The Michigan lawmaker’s discussion of what he is doing in the House was similar to that of many of the 86 other freshman Republican House members. Sure, he has offered legislation that deals with parochial concerns: one, a measure to retain the designation as wilderness for the Sleeping Bear Dunes in his district and the other to stop the use of prison labor to compete against private industries. Noting that one of the co-sponsors of the latter bill is Rep. Barney Frank (D.-Mass.), Huizenga said: “Ever think you’d see my name on the same legislation with Barney Frank? But his district lost a glove factory because it could not compete with the prison that manufactures gloves and is federally subsidized. This is unfair competition all right.”
But, as with just about all of his colleagues in the Republican “Class of 2010,” discussion with Huizenga turns rather quickly to spending and the deficit.
“That’s the biggest thing we’re dealing with now: out-of-control government spending and how we wrestle it to the ground,” he said. “And if [House Republicans] just go along with a budget that cuts some non-defense discretionary spending, well, it looks like we’re trying to boil a frog differently. They’ll see us as appeasers—and they’ll conclude we’re not serious.”
It was that conviction, after voting for the early Continuing Resolutions to keep the government running, that made Huizenga was one of the 58 House Republicans to oppose the last one. He explained, “It seemed like more of the same, and we barely had time to read and digest what was in it.”
As to what comes next, Huizenga pointed out that he is one of the signers of the letter by the Republican Study Committee to Speaker John Boehner that calls for, among other things, a Balanced Budget Amendment and a cut of 18% in domestic spending in return for a vote to raise the debt ceiling.
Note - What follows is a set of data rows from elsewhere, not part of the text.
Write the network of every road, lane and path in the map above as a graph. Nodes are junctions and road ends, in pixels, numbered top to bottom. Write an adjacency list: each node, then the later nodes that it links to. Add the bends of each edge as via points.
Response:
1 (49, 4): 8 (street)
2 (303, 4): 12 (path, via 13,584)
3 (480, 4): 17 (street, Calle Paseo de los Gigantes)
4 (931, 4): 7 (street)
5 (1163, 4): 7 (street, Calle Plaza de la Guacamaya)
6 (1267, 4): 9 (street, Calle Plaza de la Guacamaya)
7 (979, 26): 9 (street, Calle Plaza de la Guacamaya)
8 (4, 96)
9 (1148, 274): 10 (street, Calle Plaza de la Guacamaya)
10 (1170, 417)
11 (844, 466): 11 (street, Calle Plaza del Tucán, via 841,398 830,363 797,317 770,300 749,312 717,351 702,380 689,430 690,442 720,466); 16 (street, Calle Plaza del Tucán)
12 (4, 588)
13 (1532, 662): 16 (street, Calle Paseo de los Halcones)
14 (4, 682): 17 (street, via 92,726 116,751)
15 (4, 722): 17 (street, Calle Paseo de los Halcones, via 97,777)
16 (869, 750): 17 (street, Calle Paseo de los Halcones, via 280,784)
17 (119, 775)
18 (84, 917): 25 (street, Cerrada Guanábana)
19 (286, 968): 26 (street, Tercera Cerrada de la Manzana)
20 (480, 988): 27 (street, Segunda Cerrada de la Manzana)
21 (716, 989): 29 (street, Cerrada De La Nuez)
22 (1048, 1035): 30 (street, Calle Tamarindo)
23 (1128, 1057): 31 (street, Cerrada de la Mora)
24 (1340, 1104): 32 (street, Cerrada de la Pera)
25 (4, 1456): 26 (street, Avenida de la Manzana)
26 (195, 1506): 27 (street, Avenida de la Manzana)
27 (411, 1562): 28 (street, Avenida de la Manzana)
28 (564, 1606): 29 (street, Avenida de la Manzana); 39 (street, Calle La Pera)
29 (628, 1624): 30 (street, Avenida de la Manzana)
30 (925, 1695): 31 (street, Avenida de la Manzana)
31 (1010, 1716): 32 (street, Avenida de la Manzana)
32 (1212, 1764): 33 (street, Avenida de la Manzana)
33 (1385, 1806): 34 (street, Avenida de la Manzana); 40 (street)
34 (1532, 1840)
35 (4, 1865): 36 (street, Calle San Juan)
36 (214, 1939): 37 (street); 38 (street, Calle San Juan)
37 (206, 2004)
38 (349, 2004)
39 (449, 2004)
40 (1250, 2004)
As to whether he would oppose raising the debt ceiling when it is scheduled for a vote in mid-August, the lawmaker replied: “I obviously don’t want the U.S. to default, but with the Full Faith and Credit Act and the moves the Treasury Department is now making, this will not happen immediately. If the vote is against raising the debt ceiling, the effect will be different in two months from what it is in two weeks.
“I don’t have a price for my vote, but we need to look at everything in the budget and to do some prioritizing, finally. That’s what I was primarily elected to do.”